--- Activity ---
Filter out all lines without the word "junction" from the data below, please, and copy the rest.

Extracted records
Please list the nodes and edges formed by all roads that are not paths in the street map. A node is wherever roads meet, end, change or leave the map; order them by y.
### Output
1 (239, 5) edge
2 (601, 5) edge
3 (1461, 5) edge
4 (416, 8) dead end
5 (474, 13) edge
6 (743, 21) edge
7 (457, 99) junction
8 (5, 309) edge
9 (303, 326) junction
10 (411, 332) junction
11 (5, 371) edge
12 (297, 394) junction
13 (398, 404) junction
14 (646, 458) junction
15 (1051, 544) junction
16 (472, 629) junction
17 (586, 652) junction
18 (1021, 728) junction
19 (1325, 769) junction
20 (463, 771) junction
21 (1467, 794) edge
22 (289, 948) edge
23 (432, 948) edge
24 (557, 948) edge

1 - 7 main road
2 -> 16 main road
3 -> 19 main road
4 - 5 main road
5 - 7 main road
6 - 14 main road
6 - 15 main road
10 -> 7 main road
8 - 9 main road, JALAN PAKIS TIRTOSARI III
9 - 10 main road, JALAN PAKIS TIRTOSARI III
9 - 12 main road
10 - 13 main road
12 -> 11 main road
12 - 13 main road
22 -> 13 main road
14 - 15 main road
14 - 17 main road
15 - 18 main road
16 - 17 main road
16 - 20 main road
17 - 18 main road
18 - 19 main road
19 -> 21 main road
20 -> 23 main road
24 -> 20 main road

--- Final answer ---
7 (457, 99) junction
9 (303, 326) junction
10 (411, 332) junction
12 (297, 394) junction
13 (398, 404) junction
14 (646, 458) junction
15 (1051, 544) junction
16 (472, 629) junction
17 (586, 652) junction
18 (1021, 728) junction
19 (1325, 769) junction
20 (463, 771) junction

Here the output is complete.